Sometimes life seems full of little annoyances; forgot to charge the phone, battery in the car key fob runs out, the microwave is on the fritz. It is easy to let the little things get us down and to forget the wonders that we enjoy every day. A sure cure for our “first world” woes is to read about people who live with much less every day. I have recently read three books set in Africa that show what life is like for children in some of the world’s poorest countries. Despite the lack of basic comforts—sufficient food, clean water, indoor plumbing—they bravely push on, clinging to hope for a better life. All three books are well written and would be great to share with older children who might need their own healthy dose of perspective.
AUMA’S LONG RUN
By Eucabeth A. Odhiambo
Auma lives in a small village in Kenya. Her father works in Nairobi and makes enough money that she and her siblings can attend school.
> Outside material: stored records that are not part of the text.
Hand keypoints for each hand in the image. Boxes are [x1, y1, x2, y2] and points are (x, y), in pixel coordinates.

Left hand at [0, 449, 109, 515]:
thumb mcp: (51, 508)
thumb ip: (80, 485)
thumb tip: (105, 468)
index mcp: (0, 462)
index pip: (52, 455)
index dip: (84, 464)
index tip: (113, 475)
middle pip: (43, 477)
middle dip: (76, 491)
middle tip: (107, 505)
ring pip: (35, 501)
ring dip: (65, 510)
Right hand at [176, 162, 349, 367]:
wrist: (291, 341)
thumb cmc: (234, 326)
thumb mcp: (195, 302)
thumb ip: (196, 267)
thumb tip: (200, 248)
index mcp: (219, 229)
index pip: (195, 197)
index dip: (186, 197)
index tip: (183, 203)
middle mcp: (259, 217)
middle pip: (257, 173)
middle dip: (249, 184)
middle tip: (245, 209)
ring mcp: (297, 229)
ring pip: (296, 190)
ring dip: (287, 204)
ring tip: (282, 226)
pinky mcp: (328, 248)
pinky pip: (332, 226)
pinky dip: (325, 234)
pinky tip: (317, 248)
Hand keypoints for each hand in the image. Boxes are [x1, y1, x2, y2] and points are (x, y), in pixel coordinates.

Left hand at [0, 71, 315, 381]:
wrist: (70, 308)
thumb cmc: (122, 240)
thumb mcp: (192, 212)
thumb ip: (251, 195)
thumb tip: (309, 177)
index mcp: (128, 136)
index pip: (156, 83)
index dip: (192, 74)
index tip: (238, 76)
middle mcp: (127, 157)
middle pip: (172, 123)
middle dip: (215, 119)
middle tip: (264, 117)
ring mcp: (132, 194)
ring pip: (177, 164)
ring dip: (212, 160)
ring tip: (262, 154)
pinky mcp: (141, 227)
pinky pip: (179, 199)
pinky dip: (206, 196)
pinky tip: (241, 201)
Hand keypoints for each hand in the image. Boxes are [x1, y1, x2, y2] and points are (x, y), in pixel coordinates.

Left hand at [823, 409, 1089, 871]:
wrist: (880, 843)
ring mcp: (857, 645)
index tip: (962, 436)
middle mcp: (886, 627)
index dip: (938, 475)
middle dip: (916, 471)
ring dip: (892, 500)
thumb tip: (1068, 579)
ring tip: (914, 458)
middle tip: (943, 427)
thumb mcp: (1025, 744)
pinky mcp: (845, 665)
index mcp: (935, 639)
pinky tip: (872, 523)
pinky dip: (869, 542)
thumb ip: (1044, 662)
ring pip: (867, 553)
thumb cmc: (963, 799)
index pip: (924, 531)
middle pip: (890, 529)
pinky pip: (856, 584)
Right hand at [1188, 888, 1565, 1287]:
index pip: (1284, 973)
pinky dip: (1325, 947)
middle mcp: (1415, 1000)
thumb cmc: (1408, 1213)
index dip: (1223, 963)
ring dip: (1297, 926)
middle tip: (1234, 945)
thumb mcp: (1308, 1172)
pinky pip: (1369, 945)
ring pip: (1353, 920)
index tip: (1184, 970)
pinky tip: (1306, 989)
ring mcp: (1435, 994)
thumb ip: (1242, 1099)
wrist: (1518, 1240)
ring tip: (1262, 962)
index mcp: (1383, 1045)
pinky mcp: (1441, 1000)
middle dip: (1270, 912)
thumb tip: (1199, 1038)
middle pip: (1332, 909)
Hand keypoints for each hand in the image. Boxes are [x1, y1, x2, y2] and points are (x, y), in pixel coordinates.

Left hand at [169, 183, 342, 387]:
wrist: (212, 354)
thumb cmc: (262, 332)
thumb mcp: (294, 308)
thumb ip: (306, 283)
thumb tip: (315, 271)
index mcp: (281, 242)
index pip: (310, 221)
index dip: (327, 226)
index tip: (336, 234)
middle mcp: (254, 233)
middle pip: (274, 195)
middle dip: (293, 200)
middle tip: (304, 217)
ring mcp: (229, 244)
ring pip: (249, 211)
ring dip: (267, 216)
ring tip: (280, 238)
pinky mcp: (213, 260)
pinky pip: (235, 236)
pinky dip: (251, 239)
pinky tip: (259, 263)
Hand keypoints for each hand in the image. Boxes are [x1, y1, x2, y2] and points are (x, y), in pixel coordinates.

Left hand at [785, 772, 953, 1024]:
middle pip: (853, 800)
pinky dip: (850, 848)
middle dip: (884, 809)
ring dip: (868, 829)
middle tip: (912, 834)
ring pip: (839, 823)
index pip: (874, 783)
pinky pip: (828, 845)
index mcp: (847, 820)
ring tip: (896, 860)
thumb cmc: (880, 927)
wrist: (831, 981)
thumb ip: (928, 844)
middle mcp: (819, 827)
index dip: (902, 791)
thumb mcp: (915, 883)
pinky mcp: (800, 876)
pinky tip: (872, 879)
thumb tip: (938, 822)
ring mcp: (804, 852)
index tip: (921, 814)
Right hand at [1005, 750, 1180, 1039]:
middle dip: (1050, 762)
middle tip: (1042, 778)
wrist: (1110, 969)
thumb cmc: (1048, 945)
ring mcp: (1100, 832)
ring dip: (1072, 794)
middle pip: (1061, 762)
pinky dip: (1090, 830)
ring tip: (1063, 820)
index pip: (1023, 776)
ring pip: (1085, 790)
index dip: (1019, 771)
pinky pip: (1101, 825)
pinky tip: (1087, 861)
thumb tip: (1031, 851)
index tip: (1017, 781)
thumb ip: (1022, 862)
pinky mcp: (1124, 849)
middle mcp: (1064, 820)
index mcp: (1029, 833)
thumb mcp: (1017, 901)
Then one day her father comes home feeling ill. When, after weeks he only gets worse, Auma is afraid that he has the “new” sickness that has taken the life of so many in her village. This is a sobering, but inspiring, look at the fate of many children in Africa who have been left to fend for themselves because of the AIDS epidemic.
THE RED PENCIL
By Andrea Pinkney
Amira lives in a farm town in Darfur and helps her mother care for their farm animals and her younger siblings. One day, the Janjaweed come burn her town and kill her father. She must flee with her family to a refugee camp. Although the camp is crowded and the food and living conditions are horrible, Amira gets her first chance to learn to read and write. This story is written in crystalline free verse which allows Pinkney to show the reader only brief flashes of disturbing images, and linger on descriptions of life on Amira's farm and in the camp. The story is illustrated with black and white drawings, done in a child-like hand, that show how Amira sees her world as she draws with her cherished red pencil.
A LONG WALK TO WATER
By Linda Sue Park
This historical novel based on a true story follows the lives of two children from Sudan. In alternating chapters the reader watches Salva, who in 1985 flees civil war to become one of the "Lost Boys" of Sudan, and Nya, who in 2009 spends eight hours a day walking to and from a pond to get water for her family. Salva ends up spending a decade in various refugee camps and sees terrible war atrocities. Nya sees her little sister get sick from contaminated water during the dry season when the pond becomes muddy. Both of their stories come together in a wonderful and hopeful ending.